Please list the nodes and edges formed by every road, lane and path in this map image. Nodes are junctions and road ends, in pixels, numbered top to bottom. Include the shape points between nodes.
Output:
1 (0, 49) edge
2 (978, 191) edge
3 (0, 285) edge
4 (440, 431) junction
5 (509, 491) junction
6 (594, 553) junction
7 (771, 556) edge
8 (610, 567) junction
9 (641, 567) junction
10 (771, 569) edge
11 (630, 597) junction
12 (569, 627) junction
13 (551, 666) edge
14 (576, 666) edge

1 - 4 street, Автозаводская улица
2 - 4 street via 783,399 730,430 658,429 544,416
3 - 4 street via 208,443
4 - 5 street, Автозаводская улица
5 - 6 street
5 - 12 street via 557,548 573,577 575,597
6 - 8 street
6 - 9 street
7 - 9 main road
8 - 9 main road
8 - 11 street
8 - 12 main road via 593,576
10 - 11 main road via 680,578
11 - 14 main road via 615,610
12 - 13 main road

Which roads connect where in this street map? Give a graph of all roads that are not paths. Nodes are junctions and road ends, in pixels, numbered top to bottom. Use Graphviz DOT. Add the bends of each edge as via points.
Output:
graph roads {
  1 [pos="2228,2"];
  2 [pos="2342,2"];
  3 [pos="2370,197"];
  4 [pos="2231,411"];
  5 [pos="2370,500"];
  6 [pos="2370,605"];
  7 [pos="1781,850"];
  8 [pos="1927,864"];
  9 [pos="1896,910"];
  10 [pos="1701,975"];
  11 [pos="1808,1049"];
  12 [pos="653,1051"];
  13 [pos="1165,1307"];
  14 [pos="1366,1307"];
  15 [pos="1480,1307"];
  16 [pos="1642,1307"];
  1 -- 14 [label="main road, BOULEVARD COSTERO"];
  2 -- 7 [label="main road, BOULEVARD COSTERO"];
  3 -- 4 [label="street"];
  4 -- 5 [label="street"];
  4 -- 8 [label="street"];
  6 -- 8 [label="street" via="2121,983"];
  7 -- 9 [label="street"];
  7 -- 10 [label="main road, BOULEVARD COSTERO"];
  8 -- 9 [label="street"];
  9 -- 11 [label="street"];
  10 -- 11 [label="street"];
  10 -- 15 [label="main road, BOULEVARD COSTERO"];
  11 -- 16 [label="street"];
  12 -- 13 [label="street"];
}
○ ○ ○
### Exercise
Your answer should consist of every entry, repeated exactly.

### Exercise result
Please list the nodes and edges formed by every road, lane and path in this map image. Nodes are junctions and road ends, in pixels, numbered top to bottom. Include the shape points between nodes.
Output:
1 (0, 49) edge
2 (978, 191) edge
3 (0, 285) edge
4 (440, 431) junction
5 (509, 491) junction
6 (594, 553) junction
7 (771, 556) edge
8 (610, 567) junction
9 (641, 567) junction
10 (771, 569) edge
11 (630, 597) junction
12 (569, 627) junction
13 (551, 666) edge
14 (576, 666) edge

1 - 4 street, Автозаводская улица
2 - 4 street via 783,399 730,430 658,429 544,416
3 - 4 street via 208,443
4 - 5 street, Автозаводская улица
5 - 6 street
5 - 12 street via 557,548 573,577 575,597
6 - 8 street
6 - 9 street
7 - 9 main road
8 - 9 main road
8 - 11 street
8 - 12 main road via 593,576
10 - 11 main road via 680,578
11 - 14 main road via 615,610
12 - 13 main road

Which roads connect where in this street map? Give a graph of all roads that are not paths. Nodes are junctions and road ends, in pixels, numbered top to bottom. Use Graphviz DOT. Add the bends of each edge as via points.
Output:
graph roads {
  1 [pos="2228,2"];
  2 [pos="2342,2"];
  3 [pos="2370,197"];
  4 [pos="2231,411"];
  5 [pos="2370,500"];
  6 [pos="2370,605"];
  7 [pos="1781,850"];
  8 [pos="1927,864"];
  9 [pos="1896,910"];
  10 [pos="1701,975"];
  11 [pos="1808,1049"];
  12 [pos="653,1051"];
  13 [pos="1165,1307"];
  14 [pos="1366,1307"];
  15 [pos="1480,1307"];
  16 [pos="1642,1307"];
  1 -- 14 [label="main road, BOULEVARD COSTERO"];
  2 -- 7 [label="main road, BOULEVARD COSTERO"];
  3 -- 4 [label="street"];
  4 -- 5 [label="street"];
  4 -- 8 [label="street"];
  6 -- 8 [label="street" via="2121,983"];
  7 -- 9 [label="street"];
  7 -- 10 [label="main road, BOULEVARD COSTERO"];
  8 -- 9 [label="street"];
  9 -- 11 [label="street"];
  10 -- 11 [label="street"];
  10 -- 15 [label="main road, BOULEVARD COSTERO"];
  11 -- 16 [label="street"];
  12 -- 13 [label="street"];
}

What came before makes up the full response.